Copy each line of the records below that mentions the word "clipPath".
:: Records to use
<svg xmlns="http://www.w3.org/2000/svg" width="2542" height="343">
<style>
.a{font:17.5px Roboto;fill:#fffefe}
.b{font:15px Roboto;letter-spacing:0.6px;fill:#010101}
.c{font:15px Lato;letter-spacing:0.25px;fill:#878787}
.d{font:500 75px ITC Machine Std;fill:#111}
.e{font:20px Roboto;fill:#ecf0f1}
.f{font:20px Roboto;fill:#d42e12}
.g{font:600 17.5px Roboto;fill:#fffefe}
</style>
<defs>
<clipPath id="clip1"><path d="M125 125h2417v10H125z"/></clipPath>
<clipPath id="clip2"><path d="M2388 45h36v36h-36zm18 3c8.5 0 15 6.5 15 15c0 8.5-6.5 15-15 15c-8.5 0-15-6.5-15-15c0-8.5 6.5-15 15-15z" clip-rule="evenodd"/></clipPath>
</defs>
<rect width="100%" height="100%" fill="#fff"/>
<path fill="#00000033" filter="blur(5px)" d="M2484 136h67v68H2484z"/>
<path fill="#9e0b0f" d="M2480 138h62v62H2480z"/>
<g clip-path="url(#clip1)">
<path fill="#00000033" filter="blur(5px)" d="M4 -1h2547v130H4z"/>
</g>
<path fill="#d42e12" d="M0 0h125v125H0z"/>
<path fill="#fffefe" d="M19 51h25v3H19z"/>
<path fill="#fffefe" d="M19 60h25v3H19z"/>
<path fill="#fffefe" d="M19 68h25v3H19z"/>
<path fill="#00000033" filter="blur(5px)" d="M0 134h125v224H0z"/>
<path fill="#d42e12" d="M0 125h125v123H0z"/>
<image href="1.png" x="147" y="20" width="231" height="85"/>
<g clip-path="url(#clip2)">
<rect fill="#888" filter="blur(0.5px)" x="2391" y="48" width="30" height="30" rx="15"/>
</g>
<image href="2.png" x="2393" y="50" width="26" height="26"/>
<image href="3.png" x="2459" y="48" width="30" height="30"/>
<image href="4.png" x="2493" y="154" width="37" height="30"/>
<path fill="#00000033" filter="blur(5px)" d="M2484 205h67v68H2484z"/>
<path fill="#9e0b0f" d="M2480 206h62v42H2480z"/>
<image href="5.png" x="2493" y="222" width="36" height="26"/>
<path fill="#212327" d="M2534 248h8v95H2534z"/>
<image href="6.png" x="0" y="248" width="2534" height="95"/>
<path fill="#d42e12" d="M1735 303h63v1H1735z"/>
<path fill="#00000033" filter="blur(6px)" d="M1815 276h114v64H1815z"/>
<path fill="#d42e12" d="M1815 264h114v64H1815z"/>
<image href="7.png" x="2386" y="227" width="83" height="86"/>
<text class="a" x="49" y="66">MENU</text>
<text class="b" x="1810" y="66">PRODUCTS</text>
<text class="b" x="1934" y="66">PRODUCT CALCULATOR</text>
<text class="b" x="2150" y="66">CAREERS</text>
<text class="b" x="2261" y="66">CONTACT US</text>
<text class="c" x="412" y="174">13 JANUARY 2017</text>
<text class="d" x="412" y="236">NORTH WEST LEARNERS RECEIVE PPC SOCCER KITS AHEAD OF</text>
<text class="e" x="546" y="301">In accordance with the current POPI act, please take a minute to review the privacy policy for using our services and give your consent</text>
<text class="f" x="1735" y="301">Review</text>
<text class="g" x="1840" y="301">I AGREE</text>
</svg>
::::
→ Result:
<clipPath id="clip1"><path d="M125 125h2417v10H125z"/></clipPath>
<clipPath id="clip2"><path d="M2388 45h36v36h-36zm18 3c8.5 0 15 6.5 15 15c0 8.5-6.5 15-15 15c-8.5 0-15-6.5-15-15c0-8.5 6.5-15 15-15z" clip-rule="evenodd"/></clipPath>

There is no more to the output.